Stored data:

= Beginning of Section =

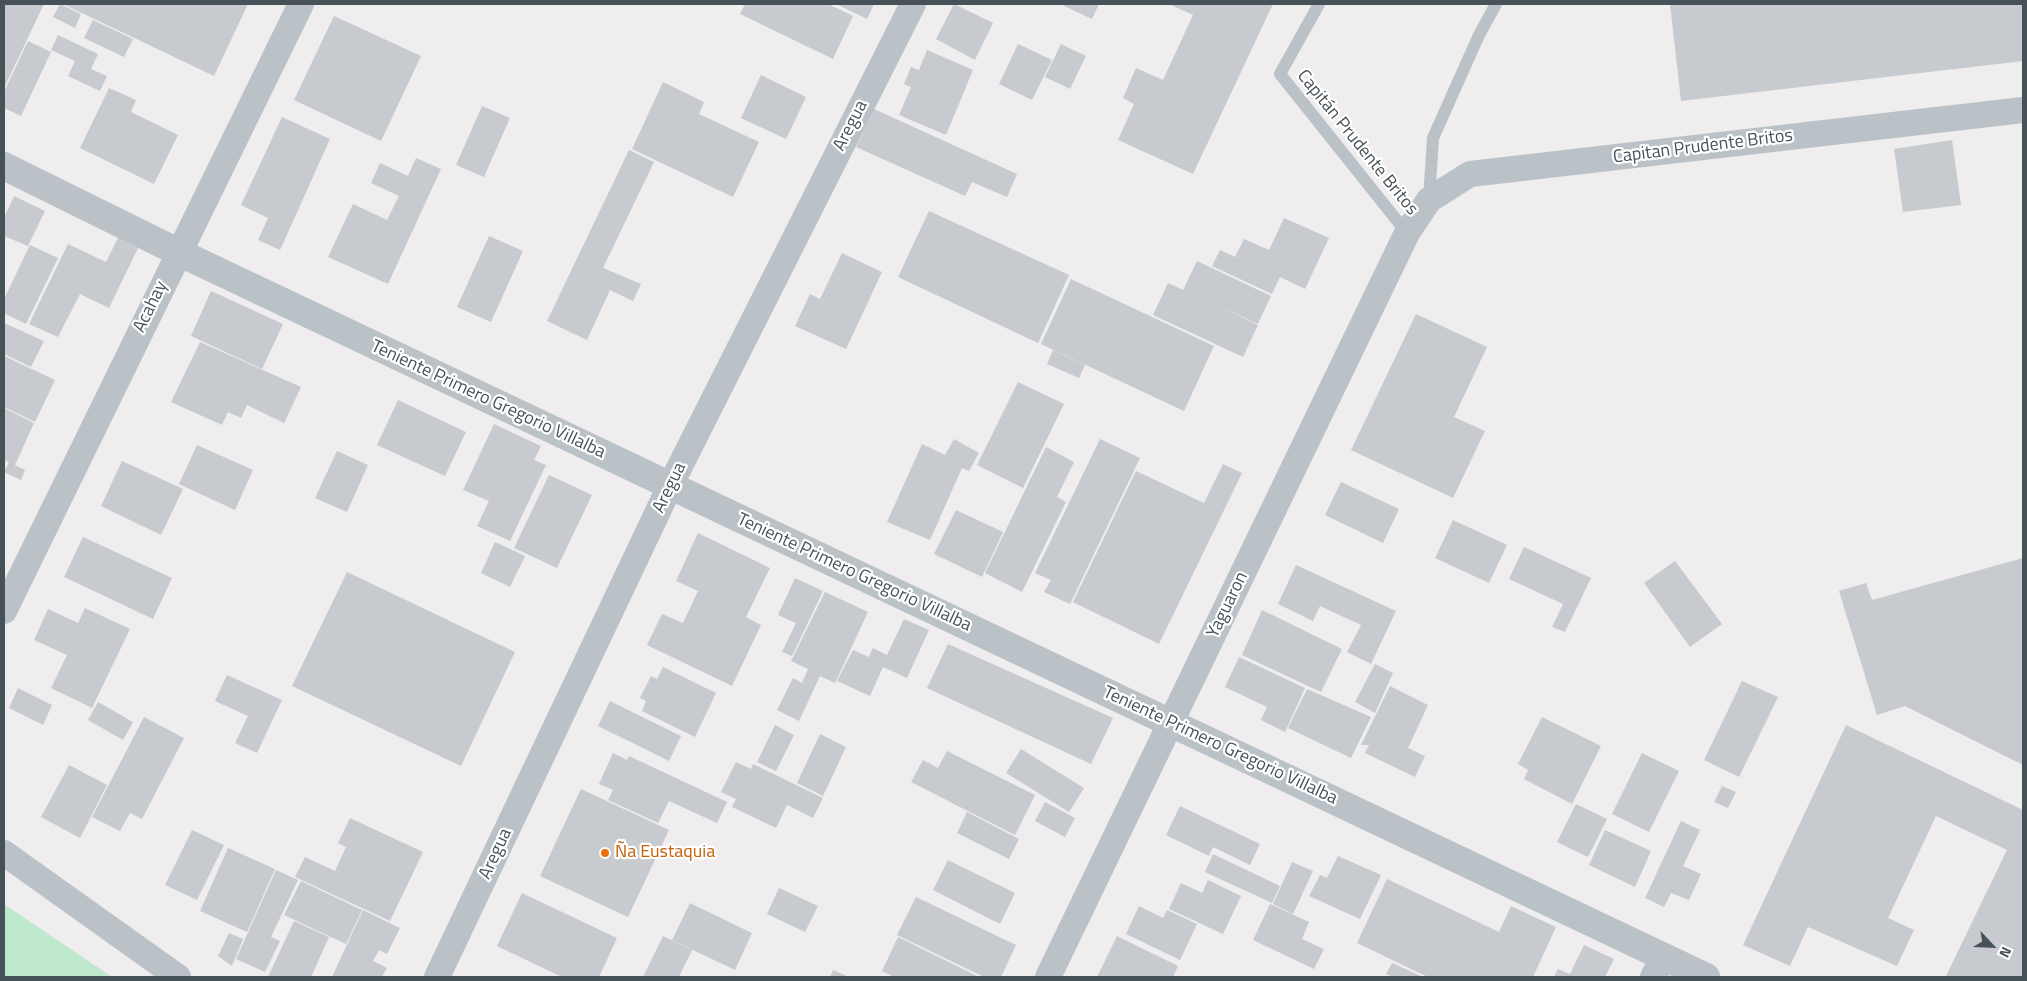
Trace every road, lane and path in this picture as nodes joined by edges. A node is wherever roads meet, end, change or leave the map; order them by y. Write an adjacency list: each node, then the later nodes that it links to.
1 (301, 4): 9 (street, Acahay)
2 (913, 4): 10 (street, Aregua)
3 (1319, 4): 8 (lane, Capitán Prudente Britos)
4 (1496, 4): 7 (lane)
5 (2023, 110): 7 (street, Capitan Prudente Britos)
6 (4, 166): 9 (street, Teniente Primero Gregorio Villalba)
7 (1430, 200): 8 (street, Capitan Prudente Britos)
8 (1407, 233): 12 (street, Yaguaron)
9 (178, 252): 10 (street, Teniente Primero Gregorio Villalba); 11 (street, Acahay)
10 (670, 486): 12 (street, Teniente Primero Gregorio Villalba); 16 (street, Aregua)
11 (4, 611)
12 (1172, 723): 14 (street, Teniente Primero Gregorio Villalba); 17 (street, Yaguaron)
13 (4, 853): 15 (street)
14 (1658, 967): 18 (street, Teniente Primero Gregorio Villalba)
15 (178, 977)
16 (437, 977)
17 (1048, 977)
18 (1706, 977)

= End of Section =

Output each of the lines above exactly, apart from the images.

Trace every road, lane and path in this picture as nodes joined by edges. A node is wherever roads meet, end, change or leave the map; order them by y. Write an adjacency list: each node, then the later nodes that it links to.
1 (301, 4): 9 (street, Acahay)
2 (913, 4): 10 (street, Aregua)
3 (1319, 4): 8 (lane, Capitán Prudente Britos)
4 (1496, 4): 7 (lane)
5 (2023, 110): 7 (street, Capitan Prudente Britos)
6 (4, 166): 9 (street, Teniente Primero Gregorio Villalba)
7 (1430, 200): 8 (street, Capitan Prudente Britos)
8 (1407, 233): 12 (street, Yaguaron)
9 (178, 252): 10 (street, Teniente Primero Gregorio Villalba); 11 (street, Acahay)
10 (670, 486): 12 (street, Teniente Primero Gregorio Villalba); 16 (street, Aregua)
11 (4, 611)
12 (1172, 723): 14 (street, Teniente Primero Gregorio Villalba); 17 (street, Yaguaron)
13 (4, 853): 15 (street)
14 (1658, 967): 18 (street, Teniente Primero Gregorio Villalba)
15 (178, 977)
16 (437, 977)
17 (1048, 977)
18 (1706, 977)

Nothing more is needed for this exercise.